The performance of senior guard Jordyn Grimes has played a crucial part in her team’s success. While she is the fourth-highest scorer on the team, averaging 8 points per game, her defensive role is what makes her stand out. Grimes leads the team in steals (30) and ranks fourth in the conference for steals per game. But with hard defense, one can seldom avoid the battle scars.

Contributed photo by Jessie Leach

Grimes enjoyed injury-free freshman and sophomore years at Webster, but her junior year was an injury crisis. So much so that Grimes said she feels like she lost a year of playing basketball.

It all began during an August pre-season practice when Grimes went down hard and hit her head on the floor.

“That’s when the concussion protocols started,” Grimes said. “I had to take the concussion test and never in my life have I done well in that test. Literally, never.”

It took two weeks, five failed tests and consultations with two concussion specialists before she was approved to return to play.  

Then, in the Webster tip-off classic, a tournament hosted by Webster on the first weekend of every season, Grimes hurt her right ankle. 

Fortunately for her, the team’s next game, against Mississippi University for Women, was canceled and she was back in time to play Augustana College two weeks later.  

In the next sixteen games, Grimes established herself as the starting point guard. She averaged 21 minutes per game during this time. 

“I was fine. I was healthy for a while. (I) thought I had gotten past the curb of injuries.” 

But things turned for the worse during the tail-end of the regular season.  

“It was Jan. 31, I remember the day specifically,” Grimes said. “We were getting ready to play Greenville the next day.” 

Having lost to Greenville earlier in the season, Grimes and her team were longing for redemption. However, a teammate fell on Grimes’ ankle in practice that day and Grimes found herself sidelined. 

“Yeah, it was rough…That’s when it started going downhill, downhill,” Grimes said.

This time it was her left ankle, and it took a couple of weeks before she saw the court again.  

Grimes made her return against Principia College. She only played a little bit, nine minutes off the bench, but that was enough for her to tweak her ailing left ankle and have further problems in her left foot.
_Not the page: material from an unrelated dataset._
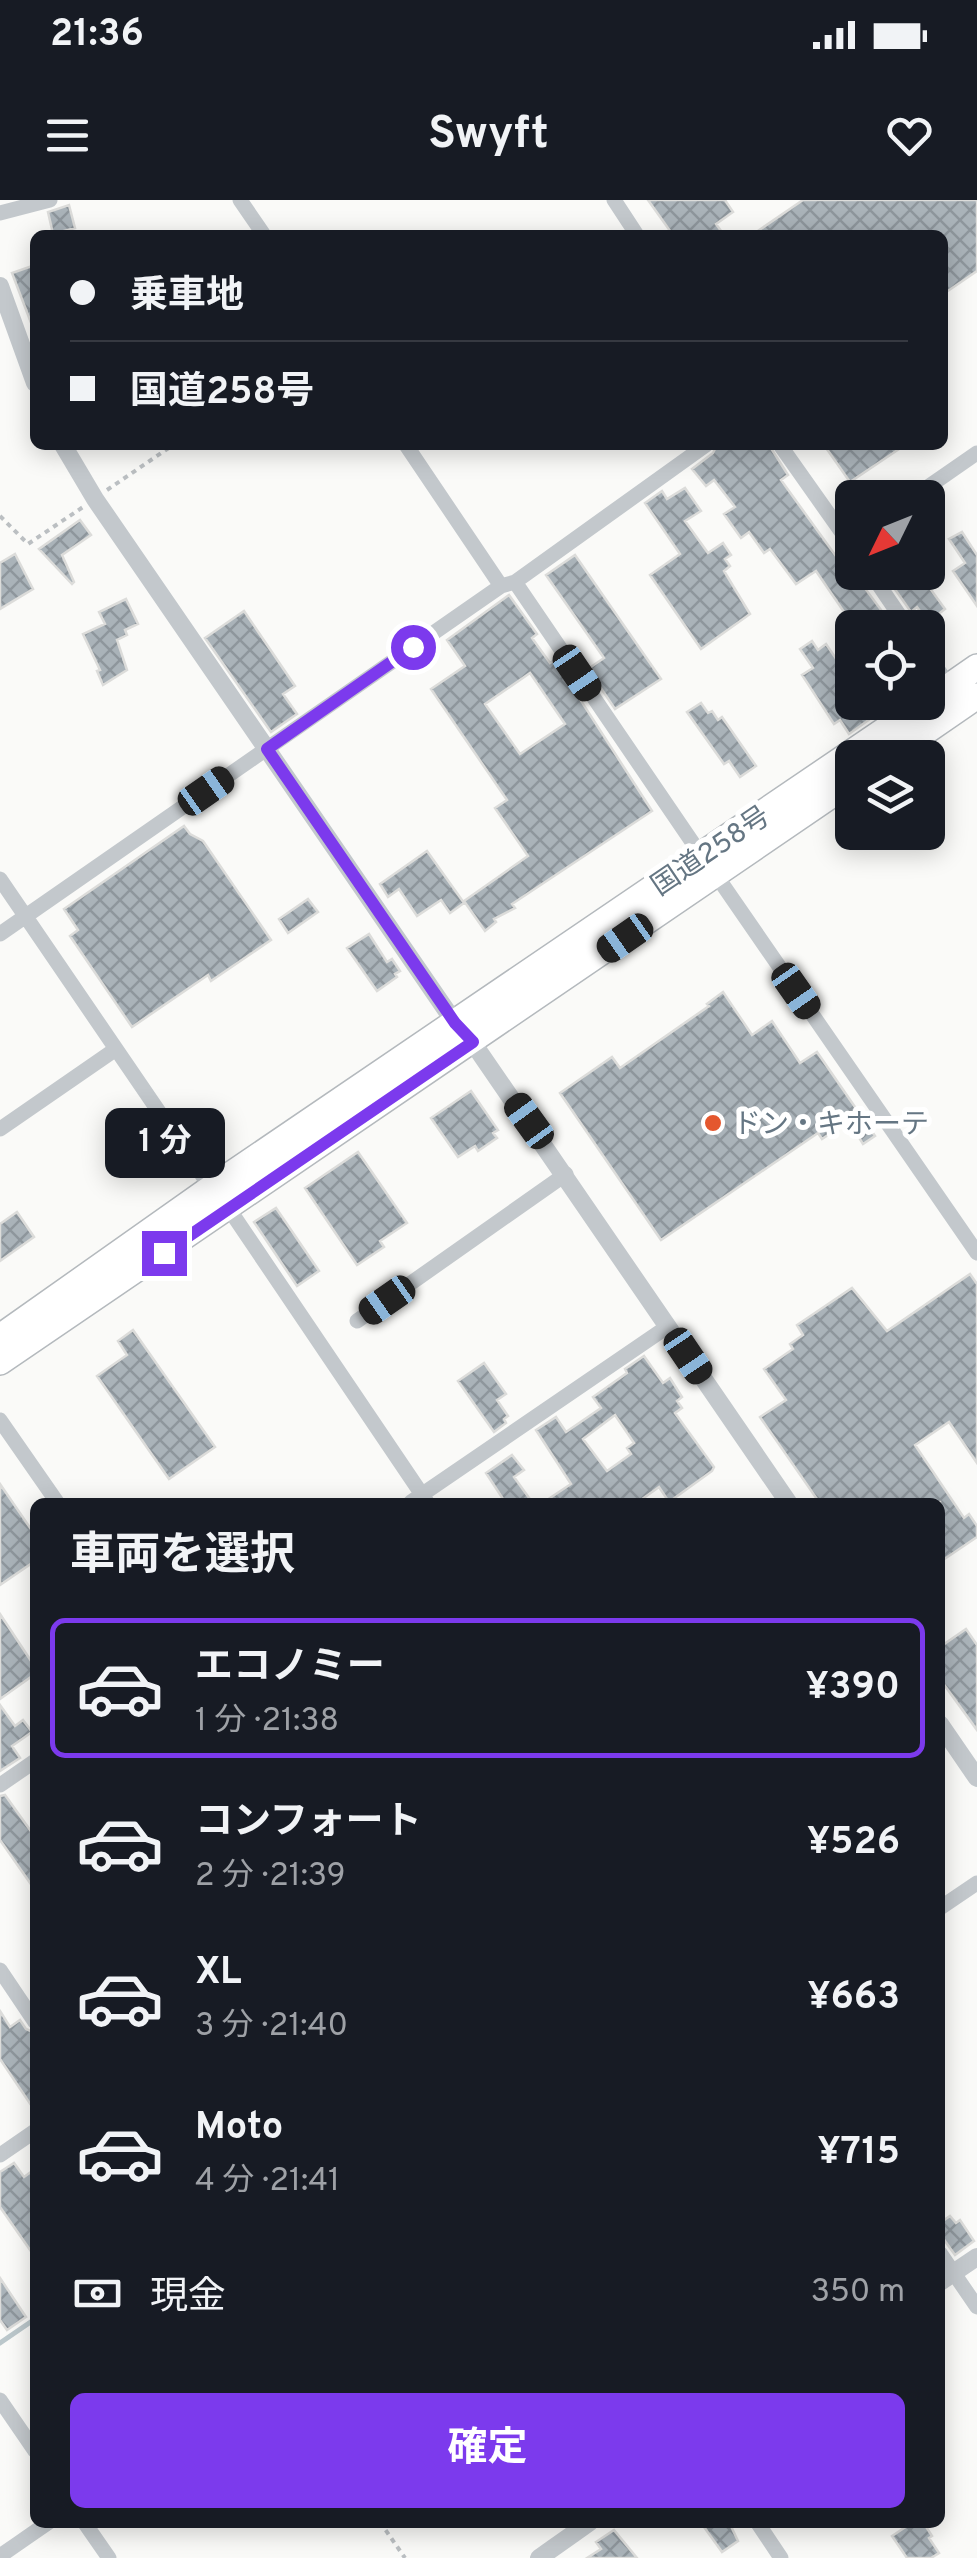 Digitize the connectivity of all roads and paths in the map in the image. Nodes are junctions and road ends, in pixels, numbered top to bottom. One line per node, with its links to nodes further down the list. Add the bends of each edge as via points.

Grimes sat out the next game against Blackburn College but decided to fight through the pain and play the final regular game of the season. She said her teammates advised her not to rush back, but she was not about to miss this game against Westminster. After all, it is the SLIAC’s marquee clash. With about four minutes remaining in the third quarter, disaster struck. 

“We were on defense and me and my teammate were setting a trap on this girl,” Grimes said. “She was in the corner, so she started moving her elbows, swinging her head.”  

Her opponent’s “swinging head” ended up catching Grimes in the nose. 

“I was just caught off guard, and then I fell to the ground. I touched my nose and it felt like a snake,” Grimes said.  

Grimes’ nose began bleeding, and she was advised to go to the emergency room by Reese Martinez, the team’s athletic trainer. She soon found out her nose was broken. 

“And they still called the foul on me, so I don’t know,” Grimes laughed in retrospect. 

Grimes recalled she was extremely upset. 

“I got through the concussion, I got through both ankles, mostly, and then this happens. I was really mad,” she said. 

The broken nose was the final straw for Grimes’ season. The next week, the week of the SLIAC tournament, she had to stay at home to prepare for surgery. 

“I missed all my classes that week, I missed all the practices, all the games. I remember watching all the games from my TV, rooting for my team. It was hard not being there.” 

The Gorloks went on to win the SLIAC Tournament, for the second consecutive year. They defeated Fontbonne University in the semi-final and narrowly overcame Westminster in the final. 

“I watched them storm the court,” Grimes said. “I couldn’t be a part of that. But (teammate) Bethany Lancaster (FaceTimed) me and cut a piece of the net for me, so I was there on the phone.”

Grimes said her teammates offered great support while she was sidelined.  

“It was really hard for me to get through the time with all the injuries, but I always had my teammates there. They would text me, check in on me and just make sure I knew that I’m wanted and needed on the team,” Grimes said.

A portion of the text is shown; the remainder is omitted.